# Exercise
An exact transcription of the listing, without its images, is what the answer must contain.

# # # #

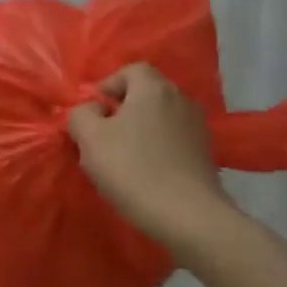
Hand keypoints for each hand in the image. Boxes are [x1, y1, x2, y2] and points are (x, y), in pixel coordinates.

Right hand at [67, 63, 235, 254]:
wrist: (188, 217)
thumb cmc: (133, 169)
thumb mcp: (89, 138)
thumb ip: (81, 114)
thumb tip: (91, 110)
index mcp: (154, 89)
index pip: (130, 70)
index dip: (107, 85)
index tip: (92, 111)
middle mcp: (181, 100)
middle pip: (146, 93)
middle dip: (121, 110)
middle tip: (102, 136)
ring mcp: (197, 128)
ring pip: (159, 118)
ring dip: (139, 131)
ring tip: (121, 158)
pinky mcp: (205, 154)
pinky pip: (173, 140)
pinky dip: (157, 148)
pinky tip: (145, 173)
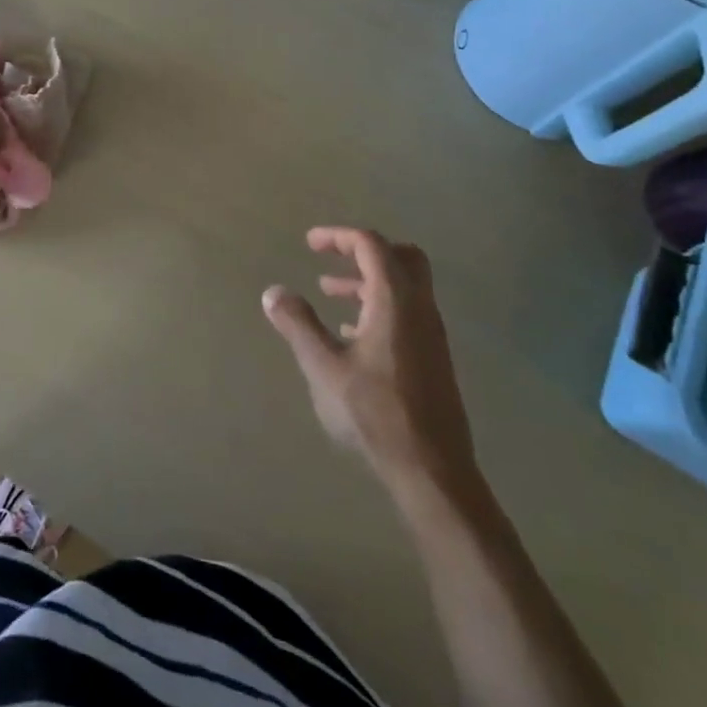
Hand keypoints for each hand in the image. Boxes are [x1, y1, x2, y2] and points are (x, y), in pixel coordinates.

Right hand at [263, 226, 482, 504]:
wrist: (432, 470)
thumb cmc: (374, 412)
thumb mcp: (323, 367)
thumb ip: (298, 324)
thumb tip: (274, 292)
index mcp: (394, 300)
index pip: (370, 245)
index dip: (339, 237)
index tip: (310, 244)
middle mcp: (419, 308)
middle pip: (400, 256)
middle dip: (362, 250)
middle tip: (330, 258)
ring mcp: (431, 334)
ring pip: (404, 286)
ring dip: (368, 280)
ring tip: (330, 294)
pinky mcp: (433, 357)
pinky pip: (407, 312)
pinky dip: (379, 305)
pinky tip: (352, 335)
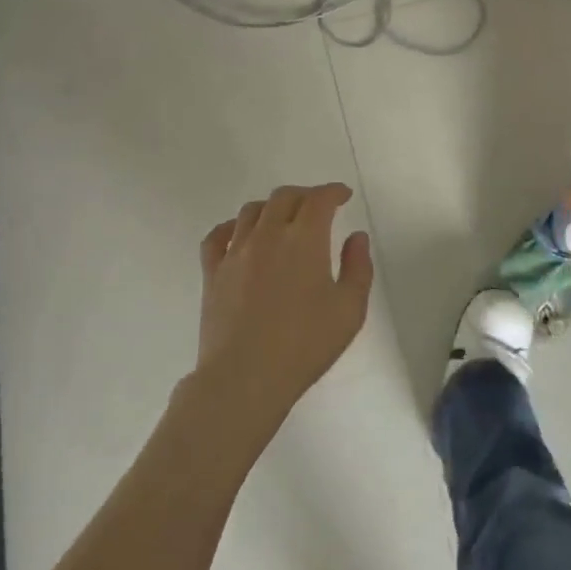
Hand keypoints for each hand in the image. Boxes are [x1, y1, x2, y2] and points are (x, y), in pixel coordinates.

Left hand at [195, 184, 374, 425]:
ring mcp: (235, 252)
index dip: (333, 192)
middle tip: (318, 208)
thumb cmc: (304, 345)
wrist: (245, 377)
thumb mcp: (349, 310)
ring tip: (283, 220)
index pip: (319, 199)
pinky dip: (233, 226)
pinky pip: (218, 236)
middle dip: (305, 196)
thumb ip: (358, 267)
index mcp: (304, 239)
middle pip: (284, 197)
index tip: (343, 196)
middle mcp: (268, 235)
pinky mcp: (212, 272)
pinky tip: (241, 234)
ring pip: (252, 211)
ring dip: (272, 207)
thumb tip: (355, 237)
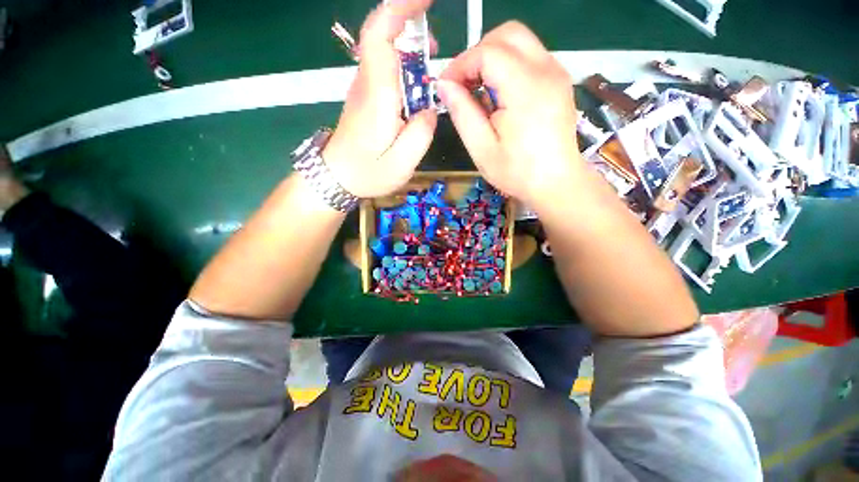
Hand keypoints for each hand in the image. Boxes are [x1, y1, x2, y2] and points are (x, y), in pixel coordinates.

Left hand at [323, 0, 437, 198]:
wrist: (335, 178)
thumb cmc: (367, 173)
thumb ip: (421, 134)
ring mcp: (363, 89)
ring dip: (408, 44)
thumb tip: (430, 110)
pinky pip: (383, 67)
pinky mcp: (365, 97)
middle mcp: (367, 84)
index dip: (399, 8)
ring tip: (432, 61)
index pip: (380, 35)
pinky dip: (402, 61)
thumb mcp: (401, 164)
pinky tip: (415, 79)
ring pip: (382, 49)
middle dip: (409, 22)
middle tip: (437, 43)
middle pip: (380, 35)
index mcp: (377, 96)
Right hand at [436, 22, 582, 207]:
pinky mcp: (559, 80)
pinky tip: (500, 95)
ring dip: (493, 58)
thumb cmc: (517, 172)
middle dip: (478, 53)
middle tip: (464, 85)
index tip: (447, 87)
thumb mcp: (482, 149)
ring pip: (520, 41)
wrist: (556, 183)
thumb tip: (444, 85)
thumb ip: (462, 113)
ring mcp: (557, 73)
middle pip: (507, 34)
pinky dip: (508, 66)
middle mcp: (547, 71)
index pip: (488, 51)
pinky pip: (530, 56)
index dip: (461, 64)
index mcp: (526, 90)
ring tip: (480, 91)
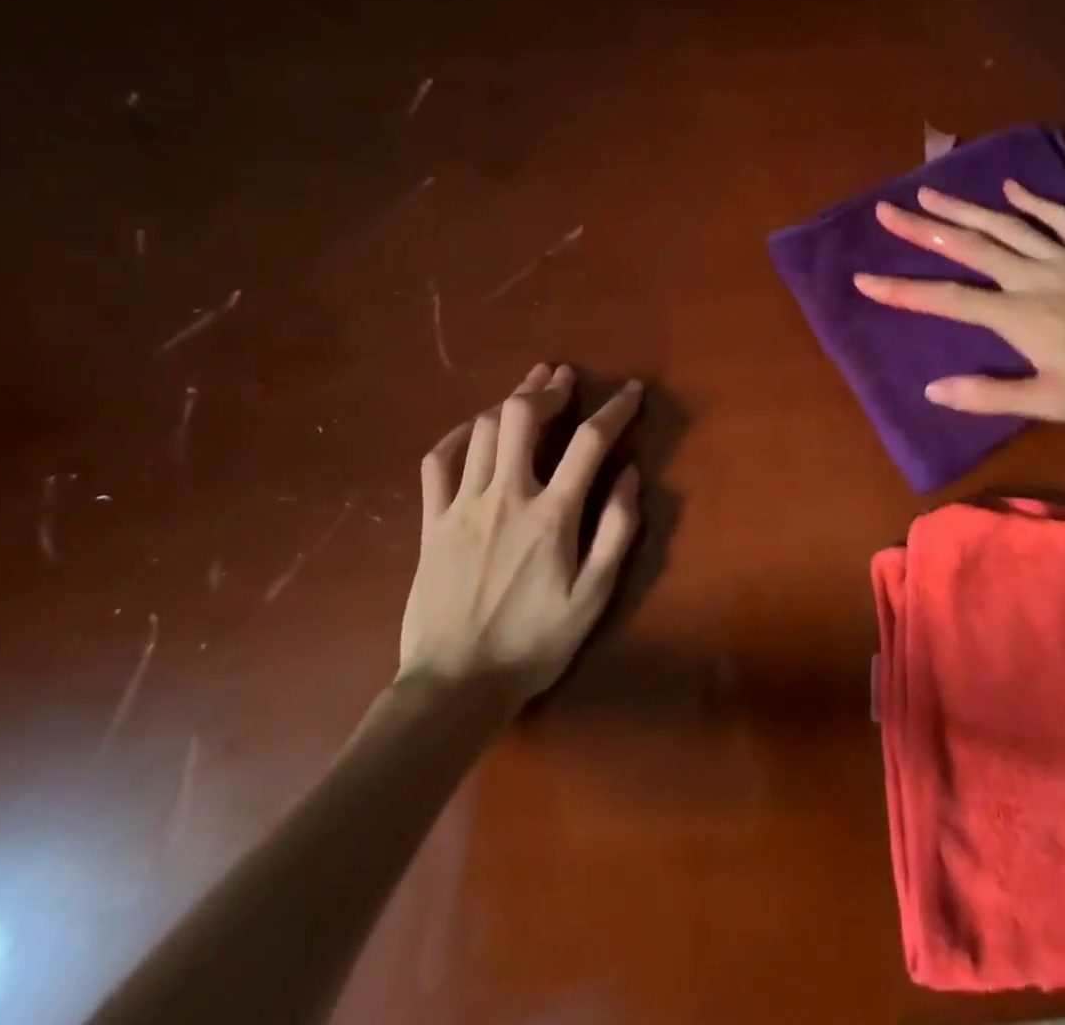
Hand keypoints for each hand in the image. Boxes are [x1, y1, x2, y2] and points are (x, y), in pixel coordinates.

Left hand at [401, 362, 641, 701]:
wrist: (454, 686)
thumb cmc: (533, 643)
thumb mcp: (593, 596)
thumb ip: (616, 531)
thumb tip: (631, 475)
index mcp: (551, 515)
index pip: (589, 442)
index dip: (615, 409)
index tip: (631, 390)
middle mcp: (506, 496)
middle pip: (523, 417)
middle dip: (548, 389)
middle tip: (564, 378)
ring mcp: (462, 506)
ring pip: (484, 430)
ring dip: (510, 401)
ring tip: (528, 389)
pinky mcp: (432, 522)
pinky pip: (438, 462)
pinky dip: (458, 436)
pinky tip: (475, 428)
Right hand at [853, 180, 1064, 427]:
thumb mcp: (1048, 403)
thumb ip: (988, 394)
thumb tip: (933, 389)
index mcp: (1018, 316)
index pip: (948, 299)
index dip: (903, 290)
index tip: (864, 279)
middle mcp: (1033, 278)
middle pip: (969, 248)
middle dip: (923, 229)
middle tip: (887, 210)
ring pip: (1007, 225)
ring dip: (965, 208)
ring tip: (930, 191)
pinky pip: (1062, 217)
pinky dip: (1034, 200)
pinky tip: (1010, 188)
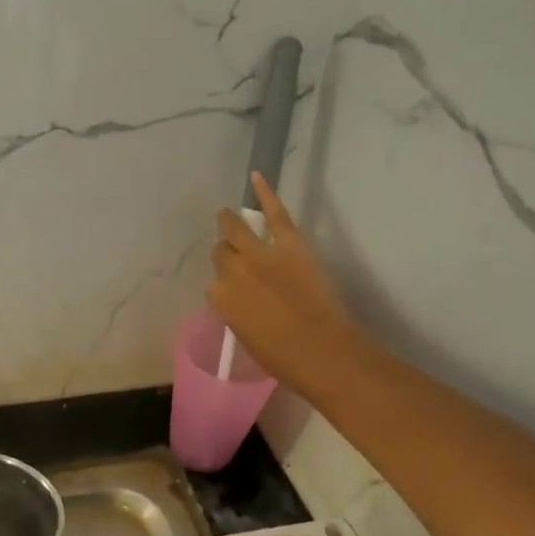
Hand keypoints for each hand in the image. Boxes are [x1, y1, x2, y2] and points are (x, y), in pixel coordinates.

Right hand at [208, 173, 368, 400]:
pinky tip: (256, 176)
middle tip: (233, 253)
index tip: (235, 290)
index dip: (225, 285)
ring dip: (229, 222)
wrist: (320, 351)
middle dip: (226, 254)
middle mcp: (232, 272)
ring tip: (227, 215)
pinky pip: (274, 213)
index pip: (214, 285)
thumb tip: (244, 304)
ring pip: (235, 229)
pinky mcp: (288, 244)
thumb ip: (239, 315)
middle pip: (221, 253)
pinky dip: (265, 193)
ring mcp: (260, 254)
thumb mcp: (248, 339)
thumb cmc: (283, 359)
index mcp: (220, 300)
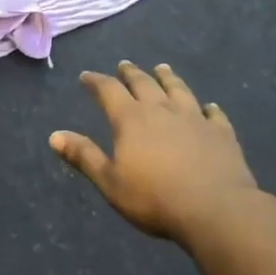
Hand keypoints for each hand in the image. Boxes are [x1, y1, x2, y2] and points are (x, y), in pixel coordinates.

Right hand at [50, 61, 258, 243]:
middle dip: (131, 73)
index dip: (96, 81)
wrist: (215, 210)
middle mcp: (161, 110)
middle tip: (124, 65)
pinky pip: (214, 114)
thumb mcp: (110, 182)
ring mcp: (194, 118)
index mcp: (131, 119)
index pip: (108, 90)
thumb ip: (84, 156)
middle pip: (144, 83)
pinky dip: (209, 108)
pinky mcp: (221, 133)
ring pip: (178, 90)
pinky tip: (210, 106)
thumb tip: (54, 136)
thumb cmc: (155, 198)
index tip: (86, 76)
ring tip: (162, 68)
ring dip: (168, 78)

# # # #

# Output below
Hand keypoints for each hand in the image. Boxes are [x1, y1, x2, y2] and points are (x, y), in pixel coordinates.

Right hand at [67, 63, 235, 254]:
wrist: (188, 217)
thumb cmc: (133, 169)
thumb mcp: (89, 138)
thumb ip: (81, 114)
thumb tip: (91, 110)
index mcp: (154, 89)
index pip: (130, 70)
index dip: (107, 85)
index tip: (92, 111)
middle mcp: (181, 100)
middle pip: (146, 93)
middle dip: (121, 110)
middle tip: (102, 136)
ring mcp: (197, 128)
ring pip: (159, 118)
ring dip: (139, 131)
ring tip: (121, 158)
pinky mcp: (205, 154)
pinky pip: (173, 140)
pinky dip: (157, 148)
pinky tip: (145, 173)
Hand keypoints for each hand in the image. Boxes are [x1, y1, x2, y2] and points are (x, y), in pixel coordinates.

Right hand at [263, 226, 482, 504]:
wrist: (432, 470)
thumb cmc: (374, 412)
thumb mcp: (323, 367)
thumb ip: (298, 324)
thumb tip: (274, 292)
index mcp: (394, 300)
index pip: (370, 245)
index dip: (339, 237)
index tip: (310, 244)
middle mcp: (419, 308)
middle pip: (400, 256)
middle dip: (362, 250)
middle tip: (330, 258)
ring mcp: (431, 334)
ring pip: (404, 286)
ring dip: (368, 280)
ring tip: (330, 294)
pinky mcp: (433, 357)
pinky pip: (407, 312)
pinky dip: (379, 305)
pinky tip: (352, 335)
Hand keypoints for each hand in the image. Boxes are [x1, y1, x2, y2] and points are (x, y), in pixel coordinates.

Left hand at [195, 184, 374, 425]:
ring mcp: (235, 252)
index dip: (333, 192)
middle tip: (318, 208)
thumb cmc: (304, 345)
wrist: (245, 377)
thumb mcp: (349, 310)
ring tip: (283, 220)
index pip: (319, 199)
pinky dip: (233, 226)
pinky pip: (218, 236)
middle dip: (305, 196)
thumb ip: (358, 267)
index mcp: (304, 239)
middle pip: (284, 197)
index tip: (343, 196)
middle mcp: (268, 235)
pinky mcp: (212, 272)
pinky tip: (241, 234)
ring pip: (252, 211)
ring dip: (272, 207)
thumb tip: (355, 237)
Hand keypoints for each hand in the image. Boxes are [x1, y1, x2, y2] and points are (x, y), in pixel coordinates.

Left hand at [323, 0, 437, 198]:
wrist: (335, 178)
thumb cmc: (367, 173)
thumb ip: (421, 134)
ring mcp: (363, 89)
ring dip: (408, 44)
thumb tip: (430, 110)
pinky pip: (383, 67)
pinky mcp: (365, 97)
middle mcp: (367, 84)
index dip: (399, 8)
ring tip: (432, 61)
index pip: (380, 35)
pinky dip: (402, 61)
thumb mcp: (401, 164)
pinky tip: (415, 79)
ring pip: (382, 49)
middle dip: (409, 22)
middle tip: (437, 43)
middle pip: (380, 35)
index mcp: (377, 96)
Right hand at [436, 22, 582, 207]:
pinky mcp: (559, 80)
pinky tip: (500, 95)
ring dip: (493, 58)
thumb cmc: (517, 172)
middle dip: (478, 53)
middle tip: (464, 85)
index tip: (447, 87)
thumb mcp: (482, 149)
ring pip: (520, 41)
wrist: (556, 183)
thumb tip: (444, 85)
thumb ip: (462, 113)
ring mcp: (557, 73)
middle pip: (507, 34)
pinky dip: (508, 66)
middle mcp: (547, 71)
index pip: (488, 51)
pinky pip: (530, 56)
index dip: (461, 64)
index mcp: (526, 90)
ring tip: (480, 91)
Hand keypoints for each hand in the image. Boxes are [x1, y1, x2, y2] and points are (x, y), in pixel coordinates.

Left hand at [401, 362, 641, 701]:
wrist: (454, 686)
thumb cmc: (533, 643)
thumb mcp: (593, 596)
thumb ip: (616, 531)
thumb tip: (631, 475)
index mcp: (551, 515)
index pip: (589, 442)
index dip: (615, 409)
index tip: (631, 390)
middle mcp: (506, 496)
middle pip: (523, 417)
middle dip: (548, 389)
middle tip: (564, 378)
ring mcp: (462, 506)
ring pip: (484, 430)
ring dip: (510, 401)
ring tip: (528, 389)
pinky mcp: (432, 522)
pinky pip: (438, 462)
pinky dip: (458, 436)
pinky tip: (475, 428)
Right hand at [853, 180, 1064, 427]:
thumb mcp: (1048, 403)
thumb ip: (988, 394)
thumb tip: (933, 389)
index mcp: (1018, 316)
index pip: (948, 299)
index dip: (903, 290)
index tip: (864, 279)
middle mcp: (1033, 278)
middle pip: (969, 248)
middle dip: (923, 229)
middle tip: (887, 210)
ring pip: (1007, 225)
ring dip: (965, 208)
ring tip: (930, 191)
pinky pip: (1062, 217)
pinky dip: (1034, 200)
pinky tip: (1010, 188)
Hand keypoints for each hand in the image. Boxes are [x1, y1, x2, y2] and points are (x, y), in pixel coordinates.

Right hand at [208, 173, 368, 400]:
pinky tip: (256, 176)
middle tip: (233, 253)
index tip: (235, 290)
index dip: (225, 285)
ring dip: (229, 222)
wrist: (320, 351)
middle dip: (226, 254)
middle mcp: (232, 272)
ring tip: (227, 215)
pinky pip: (274, 213)
index pip: (214, 285)
thumb tip: (244, 304)
ring pip: (235, 229)
pinky mcp: (288, 244)
thumb ip: (239, 315)
middle pip: (221, 253)
pinky dip: (265, 193)
ring mcp: (260, 254)
thumb mcp: (248, 339)
thumb cmc: (283, 359)
index mcp: (220, 300)
Hand keypoints for each hand in the image. Boxes are [x1, y1, x2, y2] and points are (x, y), in pixel coordinates.

Right hand at [50, 61, 258, 243]:
middle dip: (131, 73)
index dip: (96, 81)
wrist: (215, 210)
middle mcp: (161, 110)
middle tip: (124, 65)
pinky pip: (214, 114)
thumb mcp: (110, 182)
ring mcp: (194, 118)
index mcp: (131, 119)
index pip: (108, 90)
thumb ip: (84, 156)
middle pip: (144, 83)
pinky dip: (209, 108)
pinky mcp: (221, 133)
ring pip: (178, 90)
pinky tip: (210, 106)
thumb tip: (54, 136)
thumb cmc: (155, 198)
index tip: (86, 76)
ring tip: (162, 68)
ring dip: (168, 78)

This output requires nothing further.